Tra le tante ricordo la sentenza del Consiglio di Stato n. 1372/2013 secondo cui “il potere del Sindaco di emanare la ordinanza ex art. 9 della l. n. 447/1995 è un dovere connesso all'esercizio delle sue pubbliche funzioni, al quale non può sottrarsi, anche se è leso un solo soggetto, spogliandosi del potere, di valore pubblicistico, di reprimere l'inquinamento acustico”.

Ed ancora le sentenze dei Tribunali civili di Brescia, di Como, di Savona (di cui ho già scritto in commenti precedenti) che hanno visto la condanna dei Comuni per fenomeni riconducibili all’inquinamento acustico, nonché la sopra citata e recentissima sentenza del Consiglio di Stato n. 2684 del 17 aprile 2020 che ha riconosciuto il potere del Comune di dotarsi di regolamento che inibisca determinate attività in specifiche zone laddove sia pregiudicata la quiete delle persone, a prescindere dal rispetto dei limiti acustici previsti dalla normativa vigente.

Ecco il passaggio motivazionale saliente di questa importante pronuncia "la tutela del bene giuridico protetto dalla L. 447/1995, la quale mira alla salvaguardia di un complesso di valori (cfr. art. 2, co. 1, lett. a) rispetto al fenomeno dell’inquinamento acustico, coesiste con la tutela del diverso bene giuridico che è costituito dalla pubblica tranquillità, trattandosi di beni presidiati da norme con obiettivi e struttura diversi…

...la legislazione sull’inquinamento acustico non impedisce ai comuni di adottare una più specifica regolamentazione dell’emissione e dell’immissione dei rumori nel loro territorio, la quale, nel rispetto dei vincoli derivanti dalla L. n. 447 del 1995, prenda in considerazione, non già il dato oggettivo del superamento di una certa soglia di rumorosità (considerato, per presunzione iuris et de iure, come generativo di un fenomeno di inquinamento acustico, a prescindere dall’accertamento dell’effettiva lesione del complesso di valori indicati nell’art. 1, comma 1, lett. a, della Legge) ma i concreti effetti negativi provocati dall’impiego di determinate sorgenti sonore sulle occupazioni o sul riposo delle persone, e quindi sulla tranquillità pubblica o privata ...pur non potendo gli enti locali introdurre, nell’esercizio della propria potestà amministrativa limiti alle immissioni sonore diversi e comunque inferiori a quelli previsti dalla l. n. 447 del 1995, i Comuni possono dettare disposizioni particolari, anche presidiate da sanzione amministrativa, che vietino non (soltanto ndr) le immissioni sonore che superino una soglia acustica prestabilita, ma tutte quelle che comunque nuocciano alla quiete e alla tranquillità pubblica o privata, quale che sia il loro livello acustico".

 

Considerazioni finali e prospettive

Il problema semmai è quello che le Pubbliche amministrazioni, pur non mancando esempi virtuosi, continuano a non intervenire efficacemente per la tutela dei cittadini disturbati, se non a disinteressarsene proprio.

Le ragioni sono molteplici, ne ricordo alcune: dal punto di vista elettorale l’esercizio di questa tutela non paga; mancano mezzi e personale; ma soprattutto, a mio giudizio, a giustificare simile inerzia è la prospettiva, per la P.A., di una quasi totale assenza di rischi dal punto di vista economico.

Troppo poche, a dispetto della diffusione del problema, sono le iniziative giudiziali dei cittadini disturbati, che, per comprensibili ragioni, si limitano a proteste e lamentele, soprattutto sui social, ricercando sempre il dialogo nella speranza che qualcosa cambi in meglio.

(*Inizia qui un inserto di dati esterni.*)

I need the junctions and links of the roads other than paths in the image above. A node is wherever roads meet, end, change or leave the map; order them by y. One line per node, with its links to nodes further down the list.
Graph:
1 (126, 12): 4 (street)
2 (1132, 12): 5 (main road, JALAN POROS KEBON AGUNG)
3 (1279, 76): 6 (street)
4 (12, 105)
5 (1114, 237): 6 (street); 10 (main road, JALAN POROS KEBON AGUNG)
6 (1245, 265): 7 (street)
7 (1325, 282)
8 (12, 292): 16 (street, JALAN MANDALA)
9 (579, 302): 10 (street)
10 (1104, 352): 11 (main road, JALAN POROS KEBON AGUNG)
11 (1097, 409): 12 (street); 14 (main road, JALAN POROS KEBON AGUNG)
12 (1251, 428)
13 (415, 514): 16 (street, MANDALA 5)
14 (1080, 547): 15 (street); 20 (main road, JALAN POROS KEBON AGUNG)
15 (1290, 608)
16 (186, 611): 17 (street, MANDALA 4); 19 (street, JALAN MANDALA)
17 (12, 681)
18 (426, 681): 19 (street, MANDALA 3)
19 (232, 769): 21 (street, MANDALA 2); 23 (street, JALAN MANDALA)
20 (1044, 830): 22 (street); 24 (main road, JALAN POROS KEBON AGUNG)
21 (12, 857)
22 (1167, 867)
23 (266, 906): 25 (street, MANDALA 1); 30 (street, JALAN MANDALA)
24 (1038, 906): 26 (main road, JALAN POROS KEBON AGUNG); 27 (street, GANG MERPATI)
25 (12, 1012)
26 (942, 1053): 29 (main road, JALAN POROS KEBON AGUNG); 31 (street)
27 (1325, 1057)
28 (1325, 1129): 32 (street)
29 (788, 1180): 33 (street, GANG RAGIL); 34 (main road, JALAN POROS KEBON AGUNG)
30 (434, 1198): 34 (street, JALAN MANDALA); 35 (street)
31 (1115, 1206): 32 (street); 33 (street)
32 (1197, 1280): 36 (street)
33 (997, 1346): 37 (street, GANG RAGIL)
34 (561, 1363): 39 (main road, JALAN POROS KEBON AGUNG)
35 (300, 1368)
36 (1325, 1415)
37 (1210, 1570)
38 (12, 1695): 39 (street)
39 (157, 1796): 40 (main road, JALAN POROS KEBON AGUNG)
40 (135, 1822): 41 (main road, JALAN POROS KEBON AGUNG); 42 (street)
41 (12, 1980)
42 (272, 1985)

Molti poi si rassegnano, pochi sono quelli che affrontano una battaglia giudiziaria.

Su questo aspetto però è prossima (Novembre 2020) l'entrata in vigore della nuova class action, applicabile anche a problematiche ambientali e che credo potrà comportare un cambio di mentalità, sia da parte dei cittadini che delle Pubbliche amministrazioni (che a quel punto rischieranno anche sotto l'aspetto economico).